L’open space en été, cet enfer sur terre

Chloé, notre chroniqueuse préférée, vous dépeint avec humour un nouveau tableau savoureux : celui du boulot dans l’open space, pendant cette longue période qu’est l’été.

Dans la vie, il y a ceux qui partent faire le tour du monde en catamaran, sponsorisés par des entreprises passées maîtresses dans l’art du green washing, et puis il y a les autres, ceux qui arrivent de justesse à vendre un rein sur le Darknet pour s’offrir cinq jours de vacances dans un bungalow en Charente-Maritime. 

Je ne pense pas avoir besoin de préciser dans quelle catégorie je me situe, et si tu me cherches cet été, tu me trouveras derrière mon bureau, affalée sur un siège ergonomique payé une fortune par le département des ressources humaines et que je n’ai jamais réussi à régler correctement. 

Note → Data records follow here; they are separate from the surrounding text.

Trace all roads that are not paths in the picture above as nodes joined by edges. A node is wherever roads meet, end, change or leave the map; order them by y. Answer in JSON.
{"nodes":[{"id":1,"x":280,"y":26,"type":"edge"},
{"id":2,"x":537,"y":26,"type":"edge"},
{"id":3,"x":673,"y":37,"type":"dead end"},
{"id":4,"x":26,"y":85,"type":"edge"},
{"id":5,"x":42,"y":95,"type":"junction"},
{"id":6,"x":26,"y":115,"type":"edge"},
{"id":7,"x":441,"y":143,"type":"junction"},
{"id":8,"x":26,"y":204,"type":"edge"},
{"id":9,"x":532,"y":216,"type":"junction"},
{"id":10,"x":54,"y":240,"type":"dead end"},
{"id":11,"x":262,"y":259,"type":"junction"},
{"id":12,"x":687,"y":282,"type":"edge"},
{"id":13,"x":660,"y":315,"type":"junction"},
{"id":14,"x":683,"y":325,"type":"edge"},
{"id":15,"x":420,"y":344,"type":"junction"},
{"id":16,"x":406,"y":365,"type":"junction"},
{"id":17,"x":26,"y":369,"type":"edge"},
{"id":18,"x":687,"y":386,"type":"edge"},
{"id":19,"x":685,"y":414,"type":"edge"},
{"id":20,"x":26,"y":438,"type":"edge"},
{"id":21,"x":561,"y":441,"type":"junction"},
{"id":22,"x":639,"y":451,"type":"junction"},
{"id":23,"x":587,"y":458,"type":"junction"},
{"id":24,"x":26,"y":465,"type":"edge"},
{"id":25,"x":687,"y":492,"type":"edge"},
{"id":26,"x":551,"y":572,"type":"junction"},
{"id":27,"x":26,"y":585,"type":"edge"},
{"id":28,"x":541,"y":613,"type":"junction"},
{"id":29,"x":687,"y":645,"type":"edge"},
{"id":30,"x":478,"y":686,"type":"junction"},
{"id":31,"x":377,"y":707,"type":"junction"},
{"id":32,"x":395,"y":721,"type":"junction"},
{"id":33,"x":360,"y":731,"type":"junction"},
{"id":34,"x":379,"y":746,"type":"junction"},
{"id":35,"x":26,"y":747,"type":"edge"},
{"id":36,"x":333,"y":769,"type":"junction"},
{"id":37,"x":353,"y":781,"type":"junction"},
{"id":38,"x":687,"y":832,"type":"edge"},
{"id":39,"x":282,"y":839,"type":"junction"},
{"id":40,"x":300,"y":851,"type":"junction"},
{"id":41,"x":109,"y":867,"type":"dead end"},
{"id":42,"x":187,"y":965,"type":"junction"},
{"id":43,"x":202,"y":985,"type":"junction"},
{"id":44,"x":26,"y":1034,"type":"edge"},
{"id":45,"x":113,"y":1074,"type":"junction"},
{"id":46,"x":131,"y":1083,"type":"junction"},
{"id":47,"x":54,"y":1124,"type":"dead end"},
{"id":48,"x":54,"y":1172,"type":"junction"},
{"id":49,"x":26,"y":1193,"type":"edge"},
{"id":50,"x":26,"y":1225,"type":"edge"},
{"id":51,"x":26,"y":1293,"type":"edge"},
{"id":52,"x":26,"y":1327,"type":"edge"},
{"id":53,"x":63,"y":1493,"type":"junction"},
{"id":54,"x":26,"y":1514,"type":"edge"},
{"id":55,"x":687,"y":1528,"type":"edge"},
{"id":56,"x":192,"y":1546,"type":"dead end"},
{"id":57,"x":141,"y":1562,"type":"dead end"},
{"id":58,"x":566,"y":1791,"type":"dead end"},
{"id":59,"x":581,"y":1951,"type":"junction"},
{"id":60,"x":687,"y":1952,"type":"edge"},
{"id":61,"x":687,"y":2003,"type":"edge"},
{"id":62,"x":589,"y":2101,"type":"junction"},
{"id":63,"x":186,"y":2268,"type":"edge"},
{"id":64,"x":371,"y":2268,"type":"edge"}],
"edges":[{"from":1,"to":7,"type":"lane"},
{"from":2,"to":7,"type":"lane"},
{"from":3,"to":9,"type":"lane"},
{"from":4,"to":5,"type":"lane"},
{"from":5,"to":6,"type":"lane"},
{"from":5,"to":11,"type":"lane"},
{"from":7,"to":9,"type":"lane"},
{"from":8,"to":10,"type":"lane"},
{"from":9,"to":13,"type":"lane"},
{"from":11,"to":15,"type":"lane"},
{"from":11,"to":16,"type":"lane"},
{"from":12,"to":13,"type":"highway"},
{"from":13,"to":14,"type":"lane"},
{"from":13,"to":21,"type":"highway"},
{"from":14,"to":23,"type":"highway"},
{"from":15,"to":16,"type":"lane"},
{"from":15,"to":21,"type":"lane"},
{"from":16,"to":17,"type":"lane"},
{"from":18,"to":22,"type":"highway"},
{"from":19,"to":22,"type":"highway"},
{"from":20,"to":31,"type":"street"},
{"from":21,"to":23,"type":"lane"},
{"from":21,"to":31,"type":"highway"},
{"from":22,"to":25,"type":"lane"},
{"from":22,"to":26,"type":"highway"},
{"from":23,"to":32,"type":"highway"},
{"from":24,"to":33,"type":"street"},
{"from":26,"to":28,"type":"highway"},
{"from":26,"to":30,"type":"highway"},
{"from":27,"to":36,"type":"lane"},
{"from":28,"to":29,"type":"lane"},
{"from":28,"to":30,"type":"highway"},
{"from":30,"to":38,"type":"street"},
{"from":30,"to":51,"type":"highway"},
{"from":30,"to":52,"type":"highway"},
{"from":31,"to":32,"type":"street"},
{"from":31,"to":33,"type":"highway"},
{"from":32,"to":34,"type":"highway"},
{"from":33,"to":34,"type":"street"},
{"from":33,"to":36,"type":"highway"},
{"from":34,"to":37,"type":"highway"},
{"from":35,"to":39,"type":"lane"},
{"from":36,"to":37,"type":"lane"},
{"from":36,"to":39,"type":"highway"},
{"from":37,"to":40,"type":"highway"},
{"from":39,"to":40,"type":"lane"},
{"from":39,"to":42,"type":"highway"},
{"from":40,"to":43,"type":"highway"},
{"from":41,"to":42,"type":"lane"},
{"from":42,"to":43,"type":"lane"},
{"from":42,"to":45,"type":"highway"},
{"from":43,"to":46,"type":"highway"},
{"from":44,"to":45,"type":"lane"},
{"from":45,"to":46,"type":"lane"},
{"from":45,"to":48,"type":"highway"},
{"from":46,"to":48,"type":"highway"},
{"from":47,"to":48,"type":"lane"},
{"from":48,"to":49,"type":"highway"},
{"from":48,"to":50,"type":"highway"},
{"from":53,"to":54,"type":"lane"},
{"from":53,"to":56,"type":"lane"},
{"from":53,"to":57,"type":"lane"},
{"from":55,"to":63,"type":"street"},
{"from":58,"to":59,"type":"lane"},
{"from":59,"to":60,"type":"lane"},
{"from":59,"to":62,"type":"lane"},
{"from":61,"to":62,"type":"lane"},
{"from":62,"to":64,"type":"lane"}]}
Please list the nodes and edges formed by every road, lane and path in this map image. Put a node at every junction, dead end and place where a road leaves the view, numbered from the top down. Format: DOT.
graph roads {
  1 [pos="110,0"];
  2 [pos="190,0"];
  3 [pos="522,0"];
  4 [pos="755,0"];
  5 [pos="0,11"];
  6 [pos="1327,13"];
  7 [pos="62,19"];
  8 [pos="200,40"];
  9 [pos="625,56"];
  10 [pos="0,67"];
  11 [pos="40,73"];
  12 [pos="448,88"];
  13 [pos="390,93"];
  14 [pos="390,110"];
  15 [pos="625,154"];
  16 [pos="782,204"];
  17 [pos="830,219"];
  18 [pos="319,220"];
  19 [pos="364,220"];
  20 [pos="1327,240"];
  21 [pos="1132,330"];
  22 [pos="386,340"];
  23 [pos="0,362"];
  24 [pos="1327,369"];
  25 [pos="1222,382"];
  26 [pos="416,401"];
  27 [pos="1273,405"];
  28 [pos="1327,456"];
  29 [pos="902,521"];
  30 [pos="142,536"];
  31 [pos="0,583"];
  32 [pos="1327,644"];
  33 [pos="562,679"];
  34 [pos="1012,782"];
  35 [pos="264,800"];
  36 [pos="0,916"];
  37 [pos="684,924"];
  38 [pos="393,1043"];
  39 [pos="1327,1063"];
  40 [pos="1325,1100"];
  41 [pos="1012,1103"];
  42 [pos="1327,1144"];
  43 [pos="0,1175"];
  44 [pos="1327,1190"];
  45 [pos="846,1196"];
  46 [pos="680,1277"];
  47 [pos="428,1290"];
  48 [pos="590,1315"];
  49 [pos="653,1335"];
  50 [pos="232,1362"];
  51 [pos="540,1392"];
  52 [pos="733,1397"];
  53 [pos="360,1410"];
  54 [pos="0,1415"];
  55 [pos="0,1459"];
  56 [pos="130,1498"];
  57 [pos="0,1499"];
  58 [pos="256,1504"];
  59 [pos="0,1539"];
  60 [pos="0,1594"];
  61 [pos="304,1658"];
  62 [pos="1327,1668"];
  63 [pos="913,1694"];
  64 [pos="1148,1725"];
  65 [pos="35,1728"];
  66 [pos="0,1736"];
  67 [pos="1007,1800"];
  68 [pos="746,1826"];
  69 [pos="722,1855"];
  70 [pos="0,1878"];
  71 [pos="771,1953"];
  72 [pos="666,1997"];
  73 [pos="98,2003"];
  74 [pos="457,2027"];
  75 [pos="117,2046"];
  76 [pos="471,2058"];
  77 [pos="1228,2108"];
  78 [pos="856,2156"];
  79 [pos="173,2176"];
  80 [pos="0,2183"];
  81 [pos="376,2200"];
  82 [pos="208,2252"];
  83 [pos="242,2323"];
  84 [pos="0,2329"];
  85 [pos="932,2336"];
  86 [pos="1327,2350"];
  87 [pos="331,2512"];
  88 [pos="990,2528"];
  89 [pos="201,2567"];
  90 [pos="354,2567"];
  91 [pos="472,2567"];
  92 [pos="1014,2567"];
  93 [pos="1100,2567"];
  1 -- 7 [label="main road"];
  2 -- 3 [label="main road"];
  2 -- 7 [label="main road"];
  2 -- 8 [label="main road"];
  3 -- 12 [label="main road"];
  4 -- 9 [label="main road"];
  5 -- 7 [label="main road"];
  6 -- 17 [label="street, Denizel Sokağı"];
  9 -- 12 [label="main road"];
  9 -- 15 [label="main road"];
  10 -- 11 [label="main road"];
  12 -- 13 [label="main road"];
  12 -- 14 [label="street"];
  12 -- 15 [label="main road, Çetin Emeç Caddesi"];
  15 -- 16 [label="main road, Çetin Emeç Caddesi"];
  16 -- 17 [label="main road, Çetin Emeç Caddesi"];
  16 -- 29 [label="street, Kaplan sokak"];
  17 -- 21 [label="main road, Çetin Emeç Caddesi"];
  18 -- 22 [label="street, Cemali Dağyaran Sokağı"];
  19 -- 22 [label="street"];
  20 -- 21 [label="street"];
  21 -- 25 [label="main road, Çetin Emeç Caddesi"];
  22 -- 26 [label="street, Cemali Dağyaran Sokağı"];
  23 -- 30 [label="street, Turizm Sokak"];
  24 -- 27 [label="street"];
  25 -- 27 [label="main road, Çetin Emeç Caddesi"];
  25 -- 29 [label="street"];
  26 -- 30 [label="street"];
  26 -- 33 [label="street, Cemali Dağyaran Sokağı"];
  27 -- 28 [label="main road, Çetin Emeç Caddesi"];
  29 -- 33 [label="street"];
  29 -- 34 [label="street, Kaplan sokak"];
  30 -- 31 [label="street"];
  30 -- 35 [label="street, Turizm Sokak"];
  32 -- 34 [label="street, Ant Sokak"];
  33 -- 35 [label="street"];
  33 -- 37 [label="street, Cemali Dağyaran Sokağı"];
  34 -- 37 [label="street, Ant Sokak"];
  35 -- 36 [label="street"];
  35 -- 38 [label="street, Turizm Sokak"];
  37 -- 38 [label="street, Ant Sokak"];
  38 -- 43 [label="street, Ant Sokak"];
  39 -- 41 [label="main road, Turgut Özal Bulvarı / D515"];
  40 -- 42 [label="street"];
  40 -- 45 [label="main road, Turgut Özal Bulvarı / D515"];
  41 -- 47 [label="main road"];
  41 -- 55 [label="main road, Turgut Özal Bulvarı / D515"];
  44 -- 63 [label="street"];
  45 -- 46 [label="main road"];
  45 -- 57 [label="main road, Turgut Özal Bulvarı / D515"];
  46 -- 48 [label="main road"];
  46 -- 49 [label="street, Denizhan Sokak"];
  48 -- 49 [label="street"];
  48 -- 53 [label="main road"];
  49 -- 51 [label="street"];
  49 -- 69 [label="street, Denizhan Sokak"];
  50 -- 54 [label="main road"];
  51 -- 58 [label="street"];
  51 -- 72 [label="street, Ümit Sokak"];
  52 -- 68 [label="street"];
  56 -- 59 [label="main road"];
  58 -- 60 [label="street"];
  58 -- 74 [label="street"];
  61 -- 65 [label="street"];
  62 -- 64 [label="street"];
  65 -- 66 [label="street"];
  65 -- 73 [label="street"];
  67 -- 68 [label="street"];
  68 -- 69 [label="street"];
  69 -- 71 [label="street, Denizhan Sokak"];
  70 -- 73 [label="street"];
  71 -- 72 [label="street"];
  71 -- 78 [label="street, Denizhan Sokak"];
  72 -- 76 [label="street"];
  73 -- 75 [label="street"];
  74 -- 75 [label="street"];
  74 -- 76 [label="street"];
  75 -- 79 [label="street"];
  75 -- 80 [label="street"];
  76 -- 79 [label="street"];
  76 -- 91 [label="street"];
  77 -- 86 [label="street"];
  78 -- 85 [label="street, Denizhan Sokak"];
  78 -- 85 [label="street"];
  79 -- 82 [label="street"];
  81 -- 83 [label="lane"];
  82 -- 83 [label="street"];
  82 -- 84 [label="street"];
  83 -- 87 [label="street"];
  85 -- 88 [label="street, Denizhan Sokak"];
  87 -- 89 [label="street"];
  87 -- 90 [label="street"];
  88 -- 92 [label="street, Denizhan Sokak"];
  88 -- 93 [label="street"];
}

Sur le plateau, c’est l’enfer et mes camarades d’open space profitent de l’été pour faire de ce lieu déjà peu recommandable habituellement une zone de non-droit absolu opposant les zélés de toujours à ceux qui se barrent dans une semaine et qui n’ont même plus l’intention de faire semblant. 


Et entre les deux, moi, qui ne vais nulle part, qui essaie de survivre et qui souhaite témoigner pour que les hommes n’oublient jamais, même une fois que la fraîcheur du mois de septembre aura permis au monde du travail de recouvrer sons sens commun.

L’open-space en été, des conditions météorologiques extrêmes

Polaire, tropical ou aride, l’open space possède toujours son propre microclimat et, selon les amas de plasma laiteux qui valsent dans les bouches d’aération, son propre écosystème. Si certains bureaux pourraient faire office de simulateurs miniatures pour expliquer simplement l’effet de serre aux climatosceptiques et aux petits enfants, la véritable plaie de l’open space en été, c’est avant tout l’air conditionné, et son souffle vicié qui consanguine à l’infini dans des conduits poussiéreux avant de nous jaillir au visage dans une apothéose de germes et d’acariens.

Au début de ma carrière professionnelle de personne survivant bon gré mal gré dans des open-spaces, je pensais naïvement que s’il faisait trop chaud, il suffisait d’ouvrir la fenêtre et si à un moment le frais du dehors rendait le chaud du dedans trop frais, il suffisait de refermer la fenêtre. 

Je pratiquais cette méthode chez moi et c’était assez efficace quoi que plutôt non-orthodoxe, donc je m’excuse d’avance si je vous ai collé de drôles d’idées dans la tête, comme je me suis excusée auprès de ma manager quand elle m’a expliqué que certains de mes collègues s’étaient plaints de mes excentricités malaisantes alors que le bureau était pourvu d’un climatiseur qui fonctionnait parfaitement.

La preuve, il faisait 7 degrés à l’intérieur, contre 35 dehors.

Finalement, les choses sont plutôt bien fichues. Je n’ai plus besoin d’aller me baigner dans une eau glacée pour risquer le choc thermique et surprendre sur moi le regard torve de Roger Boomer émoustillé par toutes ces couches de vêtements que j’enlève, puis remets au gré des humeurs de notre système de ventilation cyclothymique. 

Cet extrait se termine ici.